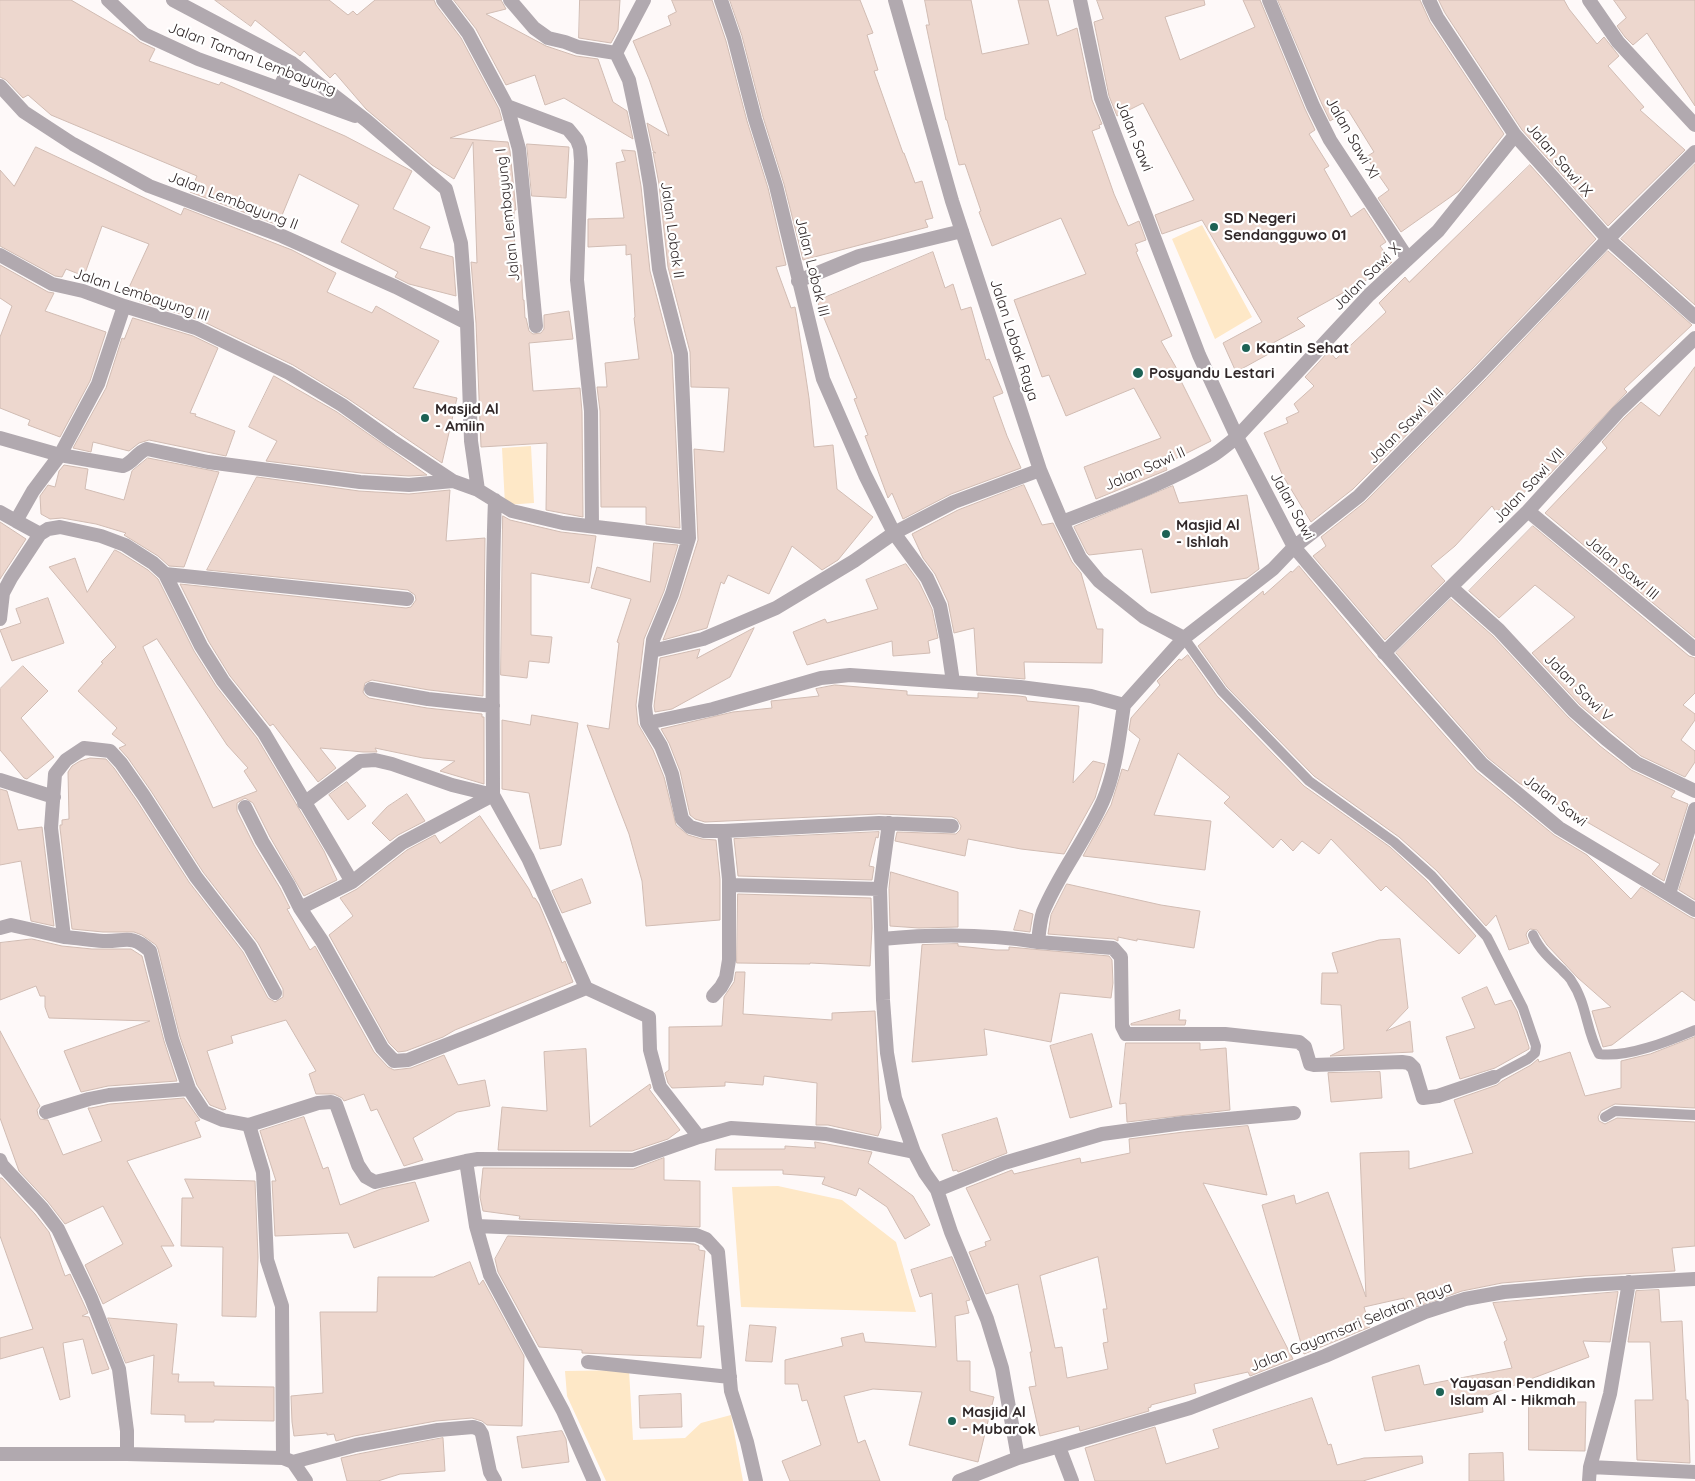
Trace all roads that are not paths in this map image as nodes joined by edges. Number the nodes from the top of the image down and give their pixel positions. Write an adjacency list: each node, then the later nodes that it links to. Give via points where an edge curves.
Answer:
1 (108, 0): 15 (street, Jalan Taman Lembayung, via 144,34 198,59)
2 (173, 0): 13 (street, Jalan Taman Lembayung)
3 (443, 0): 16 (street, Jalan Lembayung I, via 468,33)
4 (510, 0): 12 (street, via 534,28 548,38)
5 (644, 0): 12 (street)
6 (721, 0): 25 (street, Jalan Lobak III, via 776,186)
7 (895, 0): 21 (street, Jalan Lobak Raya)
8 (1080, 0): 32 (street, Jalan Sawi, via 1101,98 1199,355)
9 (1269, 0): 24 (street, Jalan Sawi XI, via 1330,140)
10 (1429, 0): 19 (street, Jalan Sawi IX)
11 (1589, 0): 18 (street, via 1618,42)
12 (616, 53): 45 (street, Jalan Lobak II, via 628,80 644,150 659,269 681,354)
13 (292, 63): 15 (street); 17 (street, Jalan Taman Lembayung)
14 (0, 86): 28 (street, Jalan Lembayung II, via 24,112 73,144 149,186 282,236)
15 (279, 88): 17 (street, Jalan Taman Lembayung)
16 (507, 106): 29 (street, Jalan Lembayung I, via 519,149); 42 (street, via 568,129 580,148 577,280 591,411)
17 (367, 120): 28 (street, Jalan Taman Lembayung, via 446,190 462,243)
18 (1695, 125)
19 (1515, 135): 22 (street, Jalan Sawi IX); 24 (street, Jalan Sawi X, via 1438,231)
20 (1695, 152): 22 (street, Jalan Sawi VIII)
21 (962, 231): 25 (street, via 858,256); 34 (street, Jalan Lobak Raya)
22 (1608, 240): 27 (street, Jalan Sawi IX); 46 (street, Jalan Sawi VIII, via 1359,496)
23 (0, 254): 26 (street, Jalan Lembayung III, via 52,284)
24 (1408, 259): 32 (street, Jalan Sawi X, via 1369,296)
25 (798, 281): 44 (street, Jalan Lobak III, via 823,379)
26 (124, 306): 33 (street, via 98,384); 35 (street, Jalan Lembayung III, via 196,328 289,373)
27 (1695, 317)
28 (467, 323): 36 (street, Jalan Taman Lembayung, via 472,441)
29 (536, 326)
30 (1695, 338): 39 (street, Jalan Sawi VII, via 1618,412)
31 (0, 438): 33 (street)
32 (1237, 438): 41 (street, Jalan Sawi II, via 1212,456 1174,476); 46 (street, Jalan Sawi)
33 (60, 455): 35 (street, via 123,466 147,449 208,462 360,482 409,484); 40 (street)
34 (1040, 470): 41 (street, Jalan Lobak Raya); 44 (street, via 954,502)
35 (453, 481): 36 (street, Jalan Lembayung III)
36 (478, 490): 37 (street, Jalan Lembayung III)
37 (495, 500): 42 (street, Jalan Lembayung III, via 512,511 562,523); 58 (street, via 491,627)
38 (0, 512): 40 (street)
39 (1528, 512): 48 (street, Jalan Sawi VII); 52 (street, Jalan Sawi III)
40 (16, 521): 43 (street)
41 (1062, 522): 51 (street, Jalan Lobak Raya, via 1080,558 1099,581 1144,617)
42 (592, 526): 45 (street, Jalan Lembayung III)
43 (44, 531): 47 (street, via 60,527 101,536 125,545); 50 (street, via 3,593)
44 (894, 533): 53 (street, via 776,608 703,640); 55 (street, Jalan Lobak III, via 927,578 940,606)
45 (689, 538): 53 (street, Jalan Lobak II)
46 (1294, 547): 51 (street, Jalan Sawi VIII, via 1272,569); 54 (street, Jalan Sawi)
47 (165, 574): 49 (street); 64 (street, via 200,646 264,733)
48 (1452, 588): 54 (street, Jalan Sawi VII); 61 (street, Jalan Sawi V, via 1500,630 1574,711 1606,739 1636,763)
49 (407, 599)
50 (0, 619)
51 (1184, 638): 57 (street, Jalan Sawi VIII); 85 (lane, via 1222,691 1309,781 1394,842 1432,876 1487,937 1523,1008 1536,1046 1535,1053 1528,1059)
52 (1695, 649)
53 (652, 651): 59 (street, Jalan Lobak II, via 645,706)
54 (1384, 653): 73 (street, Jalan Sawi, via 1482,764 1559,828)
55 (953, 682): 57 (street, via 1091,696); 59 (street, via 850,674 821,678 713,709)
56 (372, 689): 58 (street)
57 (1124, 705): 80 (street, via 1111,782 1082,844 1056,884 1042,914)
58 (494, 706): 62 (street)
59 (647, 723): 69 (street, via 672,774 682,819 690,828)
60 (0, 780): 63 (street)
61 (1695, 791)
62 (493, 795): 64 (street, via 375,760 360,761); 70 (street, via 402,843); 81 (street, via 528,858)
63 (54, 797): 78 (street, via 52,828); 82 (street, via 55,774 66,760 84,748 110,751 144,796 196,877 250,947)
64 (304, 803): 70 (street)
65 (245, 807): 74 (street)
66 (1695, 809): 73 (street)
67 (889, 823): 68 (street); 69 (street); 72 (street)
68 (952, 826)
69 (724, 832): 71 (street)
70 (352, 882): 74 (street)
71 (729, 885): 72 (street); 83 (street, via 729,960 726,978)
72 (880, 889): 79 (street)
73 (1669, 894): 75 (street, Jalan Sawi)
74 (300, 908): 81 (street, via 382,1048 394,1062 408,1060)
75 (1695, 910)
76 (0, 928): 78 (street, via 11,925)
77 (1533, 935): 84 (lane, via 1543,952 1571,980 1582,998 1599,1054 1638,1050)
78 (64, 937): 86 (street, via 105,941 127,939 141,943 150,952 172,1039)
79 (882, 939): 80 (street, via 962,936); 93 (street, via 887,1053 895,1098)
80 (1038, 942): 85 (street, via 1113,948 1118,952 1121,957 1122,1026 1126,1034 1225,1034 1299,1042 1305,1047 1310,1064 1314,1065 1410,1063 1423,1098)
81 (586, 988): 92 (street, via 649,1017 650,1050 660,1087)
82 (275, 993)
83 (713, 996)
84 (1695, 1030)
85 (1494, 1077)
86 (189, 1089): 87 (street, via 109,1095); 91 (street, via 204,1112)
87 (46, 1112)
88 (1294, 1113): 96 (street, via 1102,1134 1004,1163)
89 (1695, 1115): 90 (lane, via 1615,1112)
90 (1605, 1117)
91 (249, 1125): 94 (street, via 299,1108 331,1102 336,1104 358,1165 366,1177 375,1182); 106 (street, via 263,1172 267,1260 282,1306)
92 (699, 1137): 93 (street, via 731,1128 826,1134); 94 (street, via 633,1160)
93 (914, 1152): 96 (street)
94 (466, 1161): 97 (street)
95 (1, 1164): 104 (street, via 58,1229 91,1298 119,1369)
96 (937, 1190): 105 (street, via 987,1318 1002,1368)
97 (476, 1226): 101 (street, via 696,1234 706,1239 718,1252); 111 (street, via 490,1275 563,1411)
98 (1695, 1279): 99 (street, Jalan Gayamsari Selatan Raya)
99 (1629, 1282): 102 (street, Jalan Gayamsari Selatan Raya, via 1504,1292 1466,1299 1425,1312 1325,1356 1190,1408); 108 (street, via 1610,1394)
100 (588, 1362): 101 (street)
101 (730, 1377): 112 (street)
102 (1058, 1447): 105 (street, Jalan Gayamsari Selatan Raya); 114 (street)
103 (0, 1454): 104 (street)
104 (127, 1454): 106 (street)
105 (1018, 1458): 113 (street, Jalan Gayamsari Selatan Raya)
106 (288, 1460): 109 (street); 110 (street, via 438,1430 475,1427 480,1429)
107 (1695, 1472): 108 (street)
108 (1590, 1474)
109 (306, 1481)
110 (495, 1481)
111 (594, 1481)
112 (756, 1481)
113 (959, 1481)
114 (1072, 1481)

━━━━━━━━━━━━━━━━

### The task
In the records above, how many lines include the string "VIII"? Answer with only the number.

### Answer for this exercise
4